Consequently, I didn’t see the roadsweeper when he first appeared. It was the old lady who owned the store who drew my attention to him when she walked across and handed him a bottle of Coke. I saw no money change hands, but then I didn’t see the transaction from the beginning. Nevertheless, it did puzzle me at the time: was it a gift, or did they have some kind of regular ‘arrangement’?
However, this problem didn’t occupy my mind for long. The arrival of the drink posed a problem of its own, this time for the sweeper. He was a very old man, or so he appeared by Western standards, with a wizened face burnt by the sun and a small, almost shrunken body. He wore a grubby, once-white singlet and a pair of khaki shorts that were absurdly too big for him. The rest of his attire reflected the influence of modern consumer-oriented technology on even the most menial residents of this self-proclaimed ‘world city’: in a word, ‘plastic’. He wore plastic slippers of the type that oblige the wearer to shuffle rather than walk, the type that can be seen all over the territory and that, though distinctly non-utilitarian, must have been based on some ancient Chinese design.
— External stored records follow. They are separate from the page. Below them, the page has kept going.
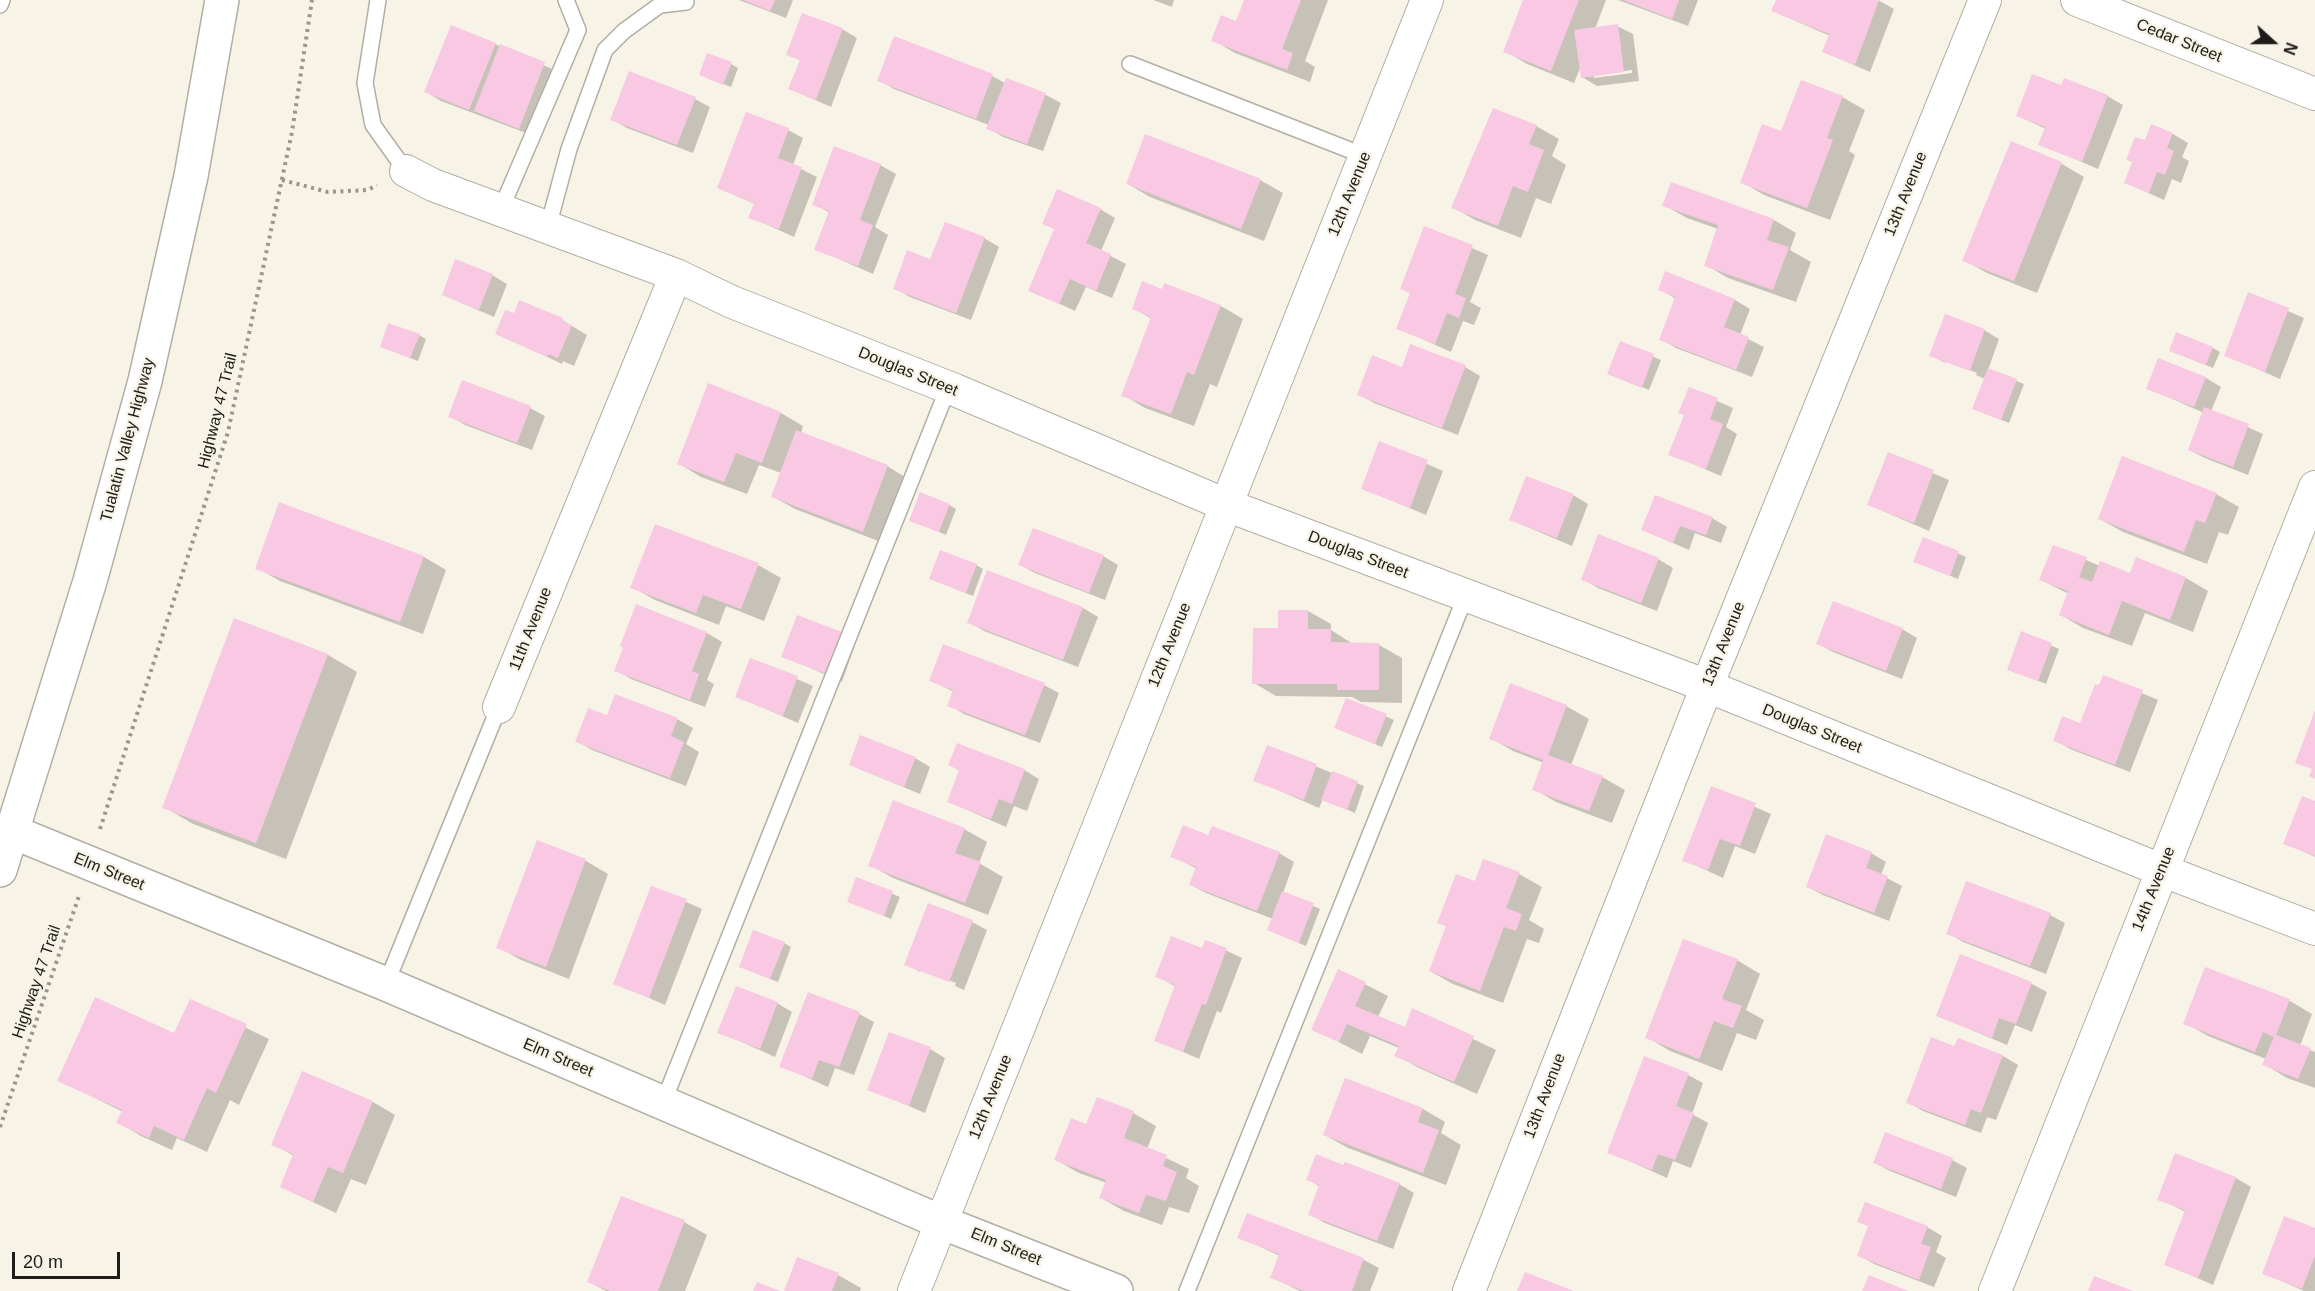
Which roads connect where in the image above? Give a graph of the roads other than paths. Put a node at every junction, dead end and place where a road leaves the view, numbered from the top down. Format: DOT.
graph roads {
  1 [pos="2,0"];
  2 [pos="222,0"];
  3 [pos="378,0"];
  4 [pos="566,0"];
  5 [pos="1427,0"];
  6 [pos="1985,0"];
  7 [pos="2077,0"];
  8 [pos="686,2"];
  9 [pos="0,5"];
  10 [pos="1130,63"];
  11 [pos="2315,94"];
  12 [pos="1365,156"];
  13 [pos="406,171"];
  14 [pos="501,209"];
  15 [pos="548,227"];
  16 [pos="676,275"];
  17 [pos="948,388"];
  18 [pos="2315,487"];
  19 [pos="1226,505"];
  20 [pos="1466,596"];
  21 [pos="1707,686"];
  22 [pos="499,707"];
  23 [pos="6,829"];
  24 [pos="0,870"];
  25 [pos="2161,870"];
  26 [pos="2315,929"];
  27 [pos="386,984"];
  28 [pos="663,1103"];
  29 [pos="941,1222"];
  30 [pos="914,1291"];
  31 [pos="1116,1291"];
  32 [pos="1187,1291"];
  33 [pos="1469,1291"];
  34 [pos="1995,1291"];
  1 -- 9 [label="lane"];
  2 -- 23 [label="main road, Tualatin Valley Highway"];
  3 -- 13 [label="lane"];
  4 -- 14 [label="lane"];
  5 -- 12 [label="street, 12th Avenue"];
  6 -- 21 [label="street, 13th Avenue"];
  7 -- 11 [label="street, Cedar Street"];
  8 -- 15 [label="lane"];
  10 -- 12 [label="lane"];
  12 -- 19 [label="street, 12th Avenue"];
  13 -- 14 [label="street, Douglas Street"];
  14 -- 15 [label="street, Douglas Street"];
  15 -- 16 [label="street, Douglas Street"];
  16 -- 17 [label="street, Douglas Street"];
  16 -- 22 [label="street, 11th Avenue"];
  17 -- 19 [label="street, Douglas Street"];
  17 -- 28 [label="lane"];
  18 -- 25 [label="street, 14th Avenue"];
  19 -- 20 [label="street, Douglas Street"];
  19 -- 29 [label="street, 12th Avenue"];
  20 -- 21 [label="street, Douglas Street"];
  20 -- 32 [label="lane"];
  21 -- 25 [label="street, Douglas Street"];
  21 -- 33 [label="street, 13th Avenue"];
  22 -- 27 [label="lane, 11th Avenue"];
  23 -- 24 [label="main road, Tualatin Valley Highway"];
  23 -- 27 [label="main road, Elm Street"];
  25 -- 26 [label="street, Douglas Street"];
  25 -- 34 [label="street, 14th Avenue"];
  27 -- 28 [label="main road, Elm Street"];
  28 -- 29 [label="main road, Elm Street"];
  29 -- 30 [label="street, 12th Avenue"];
  29 -- 31 [label="main road, Elm Street"];
}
His hat was also an ugly piece of work. Clearly based on the design for the old-fashioned pith helmet that was once de rigueur for white men in the tropics, it too was made of plastic. The total effect was to make the old man look pathetic rather than comic, but the problem he faced fell squarely into the latter category.
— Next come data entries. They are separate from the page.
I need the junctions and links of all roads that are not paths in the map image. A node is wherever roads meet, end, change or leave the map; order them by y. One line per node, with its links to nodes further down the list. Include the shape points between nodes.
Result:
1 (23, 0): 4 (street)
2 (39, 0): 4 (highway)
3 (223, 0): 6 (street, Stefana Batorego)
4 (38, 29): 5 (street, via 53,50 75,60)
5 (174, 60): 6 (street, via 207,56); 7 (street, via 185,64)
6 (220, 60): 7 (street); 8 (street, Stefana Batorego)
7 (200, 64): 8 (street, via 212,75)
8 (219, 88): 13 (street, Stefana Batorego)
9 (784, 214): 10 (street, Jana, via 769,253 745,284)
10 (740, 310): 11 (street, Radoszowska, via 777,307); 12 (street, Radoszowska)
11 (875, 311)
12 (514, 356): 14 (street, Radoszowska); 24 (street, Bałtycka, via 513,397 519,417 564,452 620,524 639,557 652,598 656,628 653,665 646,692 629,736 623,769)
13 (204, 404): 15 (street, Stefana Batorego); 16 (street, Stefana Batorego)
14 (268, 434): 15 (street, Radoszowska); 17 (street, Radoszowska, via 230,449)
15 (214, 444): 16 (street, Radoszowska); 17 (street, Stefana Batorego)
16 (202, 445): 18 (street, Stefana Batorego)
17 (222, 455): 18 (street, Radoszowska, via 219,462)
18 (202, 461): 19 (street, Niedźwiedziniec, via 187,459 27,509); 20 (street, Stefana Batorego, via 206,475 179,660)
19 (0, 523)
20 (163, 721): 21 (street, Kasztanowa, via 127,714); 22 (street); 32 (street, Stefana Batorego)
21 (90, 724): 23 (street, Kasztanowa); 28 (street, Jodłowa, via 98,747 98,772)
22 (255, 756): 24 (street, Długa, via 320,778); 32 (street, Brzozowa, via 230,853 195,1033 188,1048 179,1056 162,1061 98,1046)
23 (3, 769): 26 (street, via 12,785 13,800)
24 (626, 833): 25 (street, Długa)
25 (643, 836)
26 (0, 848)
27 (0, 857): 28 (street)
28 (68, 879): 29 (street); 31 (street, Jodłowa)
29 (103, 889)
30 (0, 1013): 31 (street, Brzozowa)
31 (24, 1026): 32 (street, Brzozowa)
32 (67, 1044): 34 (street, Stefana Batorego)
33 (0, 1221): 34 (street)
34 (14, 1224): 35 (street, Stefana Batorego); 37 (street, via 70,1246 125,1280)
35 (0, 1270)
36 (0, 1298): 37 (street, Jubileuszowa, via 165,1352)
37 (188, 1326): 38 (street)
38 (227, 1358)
When the drink arrived, he’d been holding a cigarette in his left hand and a bamboo-handled broom in his right. He accepted the drink in his left hand, but the continuing presence of the cigarette seemed to prevent him actually drinking. The solution seemed obvious to me, but the old man was clearly confused. Eventually, he set the bottle down, perching it precariously on top of a pile of empty bottles. He drew indifferently on his cigarette then proceeded to sweep up a pile of refuse that was revolting in its appearance. This debris had already been fashioned into a crude heap, and his efforts didn’t seem to make any difference to its aesthetic character. Finally, however, he was satisfied, and he set down the broom.
I was unprepared for what happened next. He suddenly opened the hinged lid on the top of his handcart with an ostentatious flourish, almost as if he was playing to an imaginary audience. In that moment, I realized the wrong that has been wrought on other societies by the spread of Western technology and ideals. Here was an old man, seemingly too dim to work out an elementary problem in permutations, obliged to wipe the arse of a society that, in all probability, despised him. No doubt he lived nearby, in some dilapidated hovel, investing, when he could afford it, in a government lottery ticket and generally hating the existence forced on him by his inability to adapt to change and an improved system of education.
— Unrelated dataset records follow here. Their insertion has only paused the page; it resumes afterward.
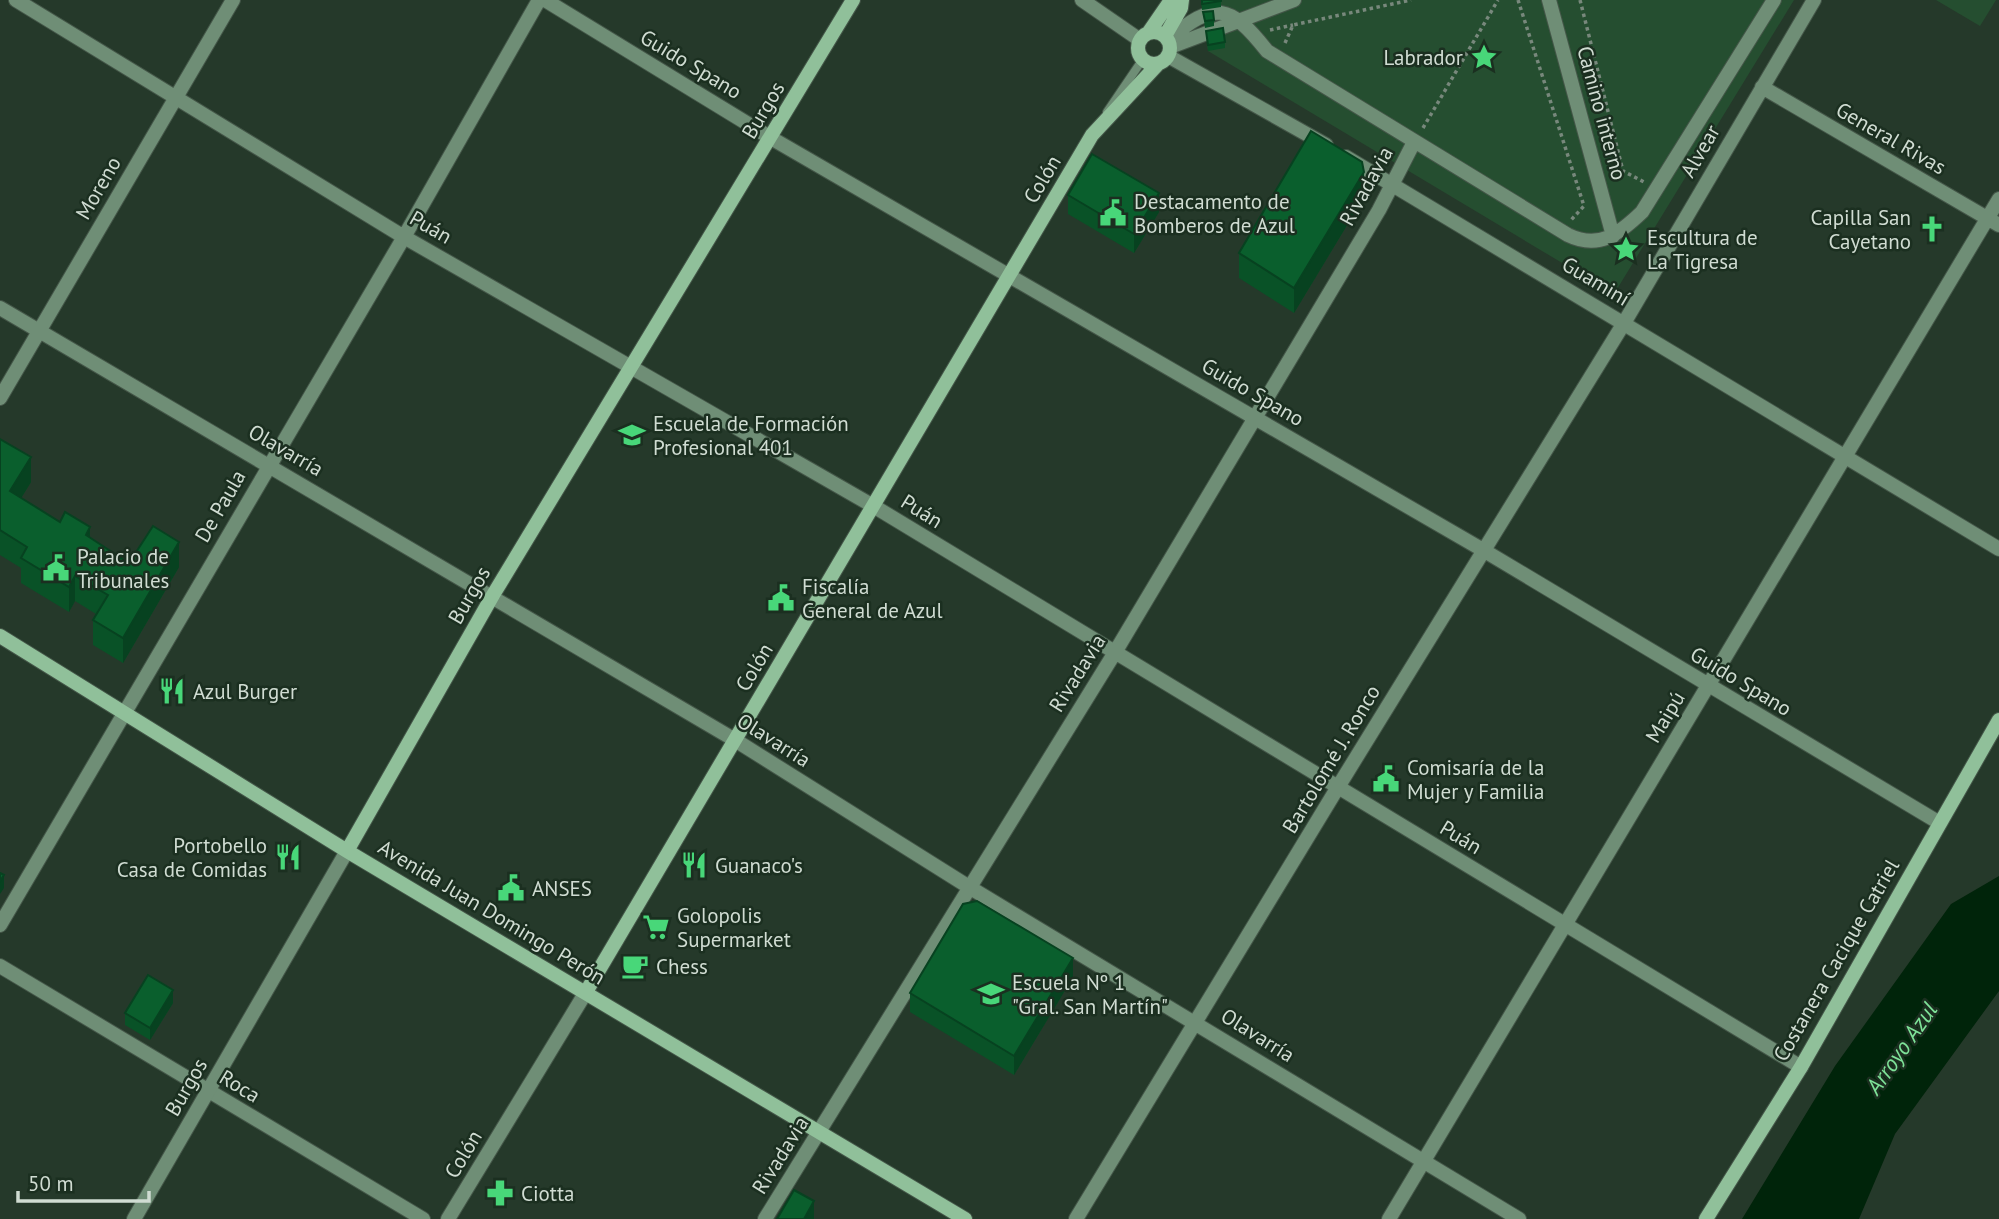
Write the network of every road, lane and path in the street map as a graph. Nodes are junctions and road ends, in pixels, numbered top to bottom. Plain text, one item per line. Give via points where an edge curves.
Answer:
1 (16, 0) edge
2 (233, 0) edge
3 (539, 0) edge
4 (545, 0) edge
5 (853, 0) edge
6 (1082, 0) edge
7 (1171, 0) edge
8 (1182, 0) edge
9 (1294, 0) edge
10 (1411, 0) edge
11 (1498, 0) edge
12 (1518, 0) edge
13 (1549, 0) edge
14 (1580, 0) edge
15 (1774, 0) edge
16 (1814, 0) edge
17 (1241, 18) junction
18 (1145, 36) junction
19 (1166, 48) junction
20 (1295, 50) dead end
21 (1143, 59) junction
22 (1762, 87) junction
23 (176, 97) junction
24 (1422, 129) junction
25 (1092, 135) junction
26 (1434, 136) dead end
27 (771, 138) junction
28 (1414, 142) junction
29 (1650, 172) dead end
30 (1392, 183) junction
31 (1999, 199) edge
32 (1570, 220) dead end
33 (1993, 221) edge
34 (1613, 236) junction
35 (404, 237) junction
36 (1009, 274) junction
37 (0, 308) edge
38 (1624, 323) junction
39 (39, 332) junction
40 (631, 367) junction
41 (0, 398) edge
42 (1255, 418) junction
43 (1847, 457) junction
44 (269, 464) junction
45 (875, 507) junction
46 (1999, 549) edge
47 (1483, 550) junction
48 (493, 595) junction
49 (0, 636) edge
50 (1114, 654) junction
51 (1707, 687) junction
52 (123, 711) junction
53 (1999, 719) edge
54 (735, 740) junction
55 (1338, 787) junction
56 (1938, 822) junction
57 (347, 851) junction
58 (969, 887) junction
59 (0, 925) edge
60 (1566, 926) junction
61 (0, 967) edge
62 (586, 992) junction
63 (1197, 1022) junction
64 (1801, 1067) junction
65 (208, 1092) junction
66 (819, 1132) junction
67 (1424, 1161) junction
68 (134, 1219) edge
69 (423, 1219) edge
70 (448, 1219) edge
71 (765, 1219) edge
72 (965, 1219) edge
73 (1076, 1219) edge
74 (1389, 1219) edge
75 (1519, 1219) edge
76 (1706, 1219) edge

1 - 23 street, Puán
2 - 23 street, Moreno
3 - 35 street, De Paula
4 - 27 street, Guido Spano
5 - 27 main road, Burgos
6 - 18 street
7 - 18 main road
8 - 19 main road, Colón
9 - 17 street
10 - 20 path via 1293,25 1284,43
11 - 24 path
12 - 32 path via 1584,206
13 - 34 street, Camino interno
14 - 29 path via 1623,171 1643,183
15 - 34 street via 1642,212
16 - 22 street, Alvear
17 - 19 street via 1222,30
17 - 28 street via 1266,51
18 - 19 main road
18 - 21 main road via 1138,50
19 - 21 main road
19 - 25 main road, Colón
19 - 30 street, Guaminí
21 - 25 lane, Colón
22 - 33 street, General Rivas
22 - 38 street, Alvear
23 - 35 street, Puán
23 - 39 street, Moreno
24 - 26 path
24 - 28 path
25 - 36 main road, Colón
27 - 36 street, Guido Spano
27 - 40 main road, Burgos
28 - 30 street, Rivadavia
28 - 34 street via 1580,241
30 - 38 street, Guaminí
30 - 42 street, Rivadavia
31 - 33 street, Maipú
33 - 43 street, Maipú
35 - 40 street, Puán
35 - 44 street, De Paula
36 - 42 street, Guido Spano
36 - 45 main road, Colón
37 - 39 street, Olavarría
38 - 43 street, Guaminí
38 - 47 street, Bartolomé J. Ronco
39 - 41 street, Moreno
39 - 44 street, Olavarría
40 - 45 street, Puán
40 - 48 main road, Burgos
42 - 47 street, Guido Spano
42 - 50 street, Rivadavia
43 - 46 street, Guaminí
43 - 51 street, Maipú
44 - 48 street, Olavarría
44 - 52 street, De Paula
45 - 50 street, Puán
45 - 54 main road, Colón
47 - 51 street, Guido Spano
47 - 55 street, Bartolomé J. Ronco
48 - 54 street, Olavarría
48 - 57 main road, Burgos
49 - 52 main road, Avenida Juan Domingo Perón
50 - 55 street, Puán
50 - 58 street, Rivadavia
51 - 56 street, Guido Spano
51 - 60 street, Maipú
52 - 57 main road, Avenida Juan Domingo Perón
52 - 59 street, De Paula
53 - 56 main road, Costanera Cacique Catriel
54 - 58 street, Olavarría
54 - 62 main road, Colón
55 - 60 street, Puán
55 - 63 street, Bartolomé J. Ronco
56 - 64 main road, Costanera Cacique Catriel
57 - 62 main road, Avenida Juan Domingo Perón
57 - 65 street, Burgos
58 - 63 street, Olavarría
58 - 66 street, Rivadavia
60 - 64 street, Puán
60 - 67 street, Maipú
61 - 65 street, Roca
62 - 66 main road, Avenida Juan Domingo Perón
62 - 70 street, Colón
63 - 67 street, Olavarría
63 - 73 street, Bartolomé J. Ronco
64 - 76 main road, Costanera Cacique Catriel
65 - 68 street, Burgos
65 - 69 street, Roca
66 - 71 street, Rivadavia
66 - 72 main road, Avenida Juan Domingo Perón
67 - 74 street, Maipú
67 - 75 street, Olavarría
He was an anachronism, as out-of-date as the stagecoach and the blunderbuss. In a society that had not been ‘forced’, like a hot-house plant, he might have been a village elder, but so that bloated businessmen can eat until their braces burst and their trousers fall down, so that elegant ladies can see their photographs in the society columns of local newspapers, so that thrusting young executives can fill their expensive apartments with all the best in imported furniture and objets d’art, this pathetic scrap of humanity cleaned the streets. The only thing that he retained was a sense of dignity.
He leaned against a wall, enjoying his drink and a break from the tedium of his work, quite oblivious that he’d made a contribution to the advancement of the human race after all. This was his moment.